Last week the Senate Finance Committee released the opioid legislation it would be debating this week, but the compilation was missing a legislative element that many had counted on seeing: a measure led by Senators Dick Durbin (D-Ill.) and Rob Portman (R-Oh.) that would raise Medicaid’s payment ceiling for inpatient stays of individuals treated for opioid addiction.

Included in the proposal is the codification of a regulation developed under the Obama administration that allows Medicaid to provide coverage for up to 15 days at mental health institutions. This would offer a way around the decades-old issue known as the “IMD exclusion” that prohibits Medicaid from paying for institutional stays at facilities that have 17 or more beds.

But this doesn’t mean that all experts think the legislation alone would truly resolve the issue; and regarding the codification aspect of it, Frankie Berger of the Treatment Advocacy Center had this to say to Modern Healthcare: “If all they are doing with IMD is codifying the regulations, then they are just squandering an opportunity to make real change and taking credit for work already done. States can already make decisions within their state plans to reimburse for acute substance use and psychiatric IMD stays less than 15 days.”

Legislation may not be gone for good

According to Greg Walden (R-Ore.), the chair of the House Energy and Commerce Committee, there is still hope for the bipartisan bill; Walden told Modern Healthcare that Portman has been working with his committee on a similar measure that should be subject to a vote in the House soon.

Whether this latest attempt to secure inpatient opioid addiction treatment for Medicaid beneficiaries will go the way of the last attempt before Congress remains to be seen.

The prior bill (proposed during the previous Congress) ended up failing after the Congressional Budget Office (CBO) put the cost of implementing the measure between $40 billion and $60 billion). Despite the fact that the argument for the bill included the opinion that the CBO’s projection shouldn’t be taken as gospel because the office didn’t have the requisite data on patients or IMDs, the measure went no further at the time.

Does the bill drain attention from other mental health needs?

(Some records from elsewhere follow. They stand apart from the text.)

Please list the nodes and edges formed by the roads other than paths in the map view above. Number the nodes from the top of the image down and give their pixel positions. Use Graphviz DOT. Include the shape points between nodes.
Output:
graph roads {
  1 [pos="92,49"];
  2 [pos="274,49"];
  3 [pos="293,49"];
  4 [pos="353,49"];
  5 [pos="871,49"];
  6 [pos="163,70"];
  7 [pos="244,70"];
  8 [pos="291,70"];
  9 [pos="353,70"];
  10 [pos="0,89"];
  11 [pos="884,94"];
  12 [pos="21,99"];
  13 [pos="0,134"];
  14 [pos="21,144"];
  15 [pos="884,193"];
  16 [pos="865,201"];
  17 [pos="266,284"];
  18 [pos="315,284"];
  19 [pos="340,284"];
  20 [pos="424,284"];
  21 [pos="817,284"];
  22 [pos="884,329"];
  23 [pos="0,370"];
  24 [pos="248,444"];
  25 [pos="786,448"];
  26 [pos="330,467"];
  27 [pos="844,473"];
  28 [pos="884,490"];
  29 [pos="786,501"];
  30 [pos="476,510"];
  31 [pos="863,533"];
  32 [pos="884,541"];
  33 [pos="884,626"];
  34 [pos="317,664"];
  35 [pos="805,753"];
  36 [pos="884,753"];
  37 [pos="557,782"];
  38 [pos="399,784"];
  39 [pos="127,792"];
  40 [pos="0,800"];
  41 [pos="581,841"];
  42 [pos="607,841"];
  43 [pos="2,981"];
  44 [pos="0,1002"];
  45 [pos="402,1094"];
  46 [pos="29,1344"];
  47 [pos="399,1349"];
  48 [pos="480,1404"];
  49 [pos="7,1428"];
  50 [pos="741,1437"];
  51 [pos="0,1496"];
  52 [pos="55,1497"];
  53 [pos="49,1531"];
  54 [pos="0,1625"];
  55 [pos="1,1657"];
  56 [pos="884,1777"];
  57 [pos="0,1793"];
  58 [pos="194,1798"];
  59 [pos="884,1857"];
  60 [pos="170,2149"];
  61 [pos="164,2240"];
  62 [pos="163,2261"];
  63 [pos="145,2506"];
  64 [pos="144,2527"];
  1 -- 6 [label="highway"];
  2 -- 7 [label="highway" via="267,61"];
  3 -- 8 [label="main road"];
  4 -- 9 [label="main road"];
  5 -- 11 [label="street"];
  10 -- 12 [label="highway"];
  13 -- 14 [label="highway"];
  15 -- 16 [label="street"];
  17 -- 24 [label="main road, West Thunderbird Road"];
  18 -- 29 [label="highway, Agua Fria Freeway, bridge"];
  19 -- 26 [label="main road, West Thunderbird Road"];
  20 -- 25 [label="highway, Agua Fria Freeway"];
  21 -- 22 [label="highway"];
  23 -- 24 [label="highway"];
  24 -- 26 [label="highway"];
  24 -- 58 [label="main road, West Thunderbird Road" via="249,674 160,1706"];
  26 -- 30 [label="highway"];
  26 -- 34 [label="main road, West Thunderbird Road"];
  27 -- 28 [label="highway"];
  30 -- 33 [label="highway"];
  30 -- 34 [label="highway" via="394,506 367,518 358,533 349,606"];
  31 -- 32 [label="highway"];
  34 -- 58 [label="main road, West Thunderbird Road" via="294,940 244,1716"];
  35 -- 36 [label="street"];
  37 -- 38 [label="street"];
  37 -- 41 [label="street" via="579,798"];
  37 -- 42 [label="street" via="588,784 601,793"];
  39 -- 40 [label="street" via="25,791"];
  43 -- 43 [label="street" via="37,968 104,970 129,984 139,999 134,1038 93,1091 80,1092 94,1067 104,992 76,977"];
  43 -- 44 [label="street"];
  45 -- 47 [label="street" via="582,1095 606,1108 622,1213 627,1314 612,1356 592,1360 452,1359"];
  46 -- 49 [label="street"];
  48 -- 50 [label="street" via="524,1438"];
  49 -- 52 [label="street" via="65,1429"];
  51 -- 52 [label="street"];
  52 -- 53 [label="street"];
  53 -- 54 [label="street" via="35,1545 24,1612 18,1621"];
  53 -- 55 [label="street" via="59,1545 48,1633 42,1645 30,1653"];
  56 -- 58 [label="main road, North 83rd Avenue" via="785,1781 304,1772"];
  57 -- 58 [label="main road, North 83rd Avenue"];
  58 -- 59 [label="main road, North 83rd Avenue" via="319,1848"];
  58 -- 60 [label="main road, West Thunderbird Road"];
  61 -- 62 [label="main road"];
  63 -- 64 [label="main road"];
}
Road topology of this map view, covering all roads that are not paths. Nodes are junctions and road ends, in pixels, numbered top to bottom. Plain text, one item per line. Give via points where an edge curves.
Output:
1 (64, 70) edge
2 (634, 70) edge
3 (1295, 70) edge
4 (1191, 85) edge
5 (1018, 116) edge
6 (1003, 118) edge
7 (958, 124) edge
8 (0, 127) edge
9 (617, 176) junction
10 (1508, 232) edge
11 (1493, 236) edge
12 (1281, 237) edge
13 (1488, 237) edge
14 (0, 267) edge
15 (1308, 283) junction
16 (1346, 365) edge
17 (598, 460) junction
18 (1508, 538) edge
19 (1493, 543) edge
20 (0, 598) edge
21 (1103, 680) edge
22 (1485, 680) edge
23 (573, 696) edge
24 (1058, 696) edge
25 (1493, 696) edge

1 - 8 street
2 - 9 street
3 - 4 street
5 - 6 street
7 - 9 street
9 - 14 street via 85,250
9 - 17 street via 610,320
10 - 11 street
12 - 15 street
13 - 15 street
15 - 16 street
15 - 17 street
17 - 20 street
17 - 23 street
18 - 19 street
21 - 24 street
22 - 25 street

This time around, the provision will be limited to addressing those beneficiaries in need of treatment for substance use disorder, which should bring the CBO’s cost projection down. This narrow focus, however, has caused mental health advocates to criticize the measure for excluding people in need of forms of psychiatric treatment outside of substance use disorders. Another criticism leveled at the bill is that it focuses too keenly on inpatient treatment, which could shrink the seeming importance of follow-up outpatient treatment, a key element to a successful recovery.

In addition to working with the House Energy and Commerce Committee, Portman has also been looking for more cost-effective methods for removing the Medicaid funding caps when it comes to inpatient opioid treatment stays so that this measure doesn’t get slayed by the same arrow.

Regarding his collaboration with the Energy and Commerce Committee, Portman told Modern Healthcare: “We have helped them look at it in different ways too, so we’d like to end up where we can all be together and expand the opportunity for not just treatment but for treatment that is inclusive of various types of medication assisted treatment.”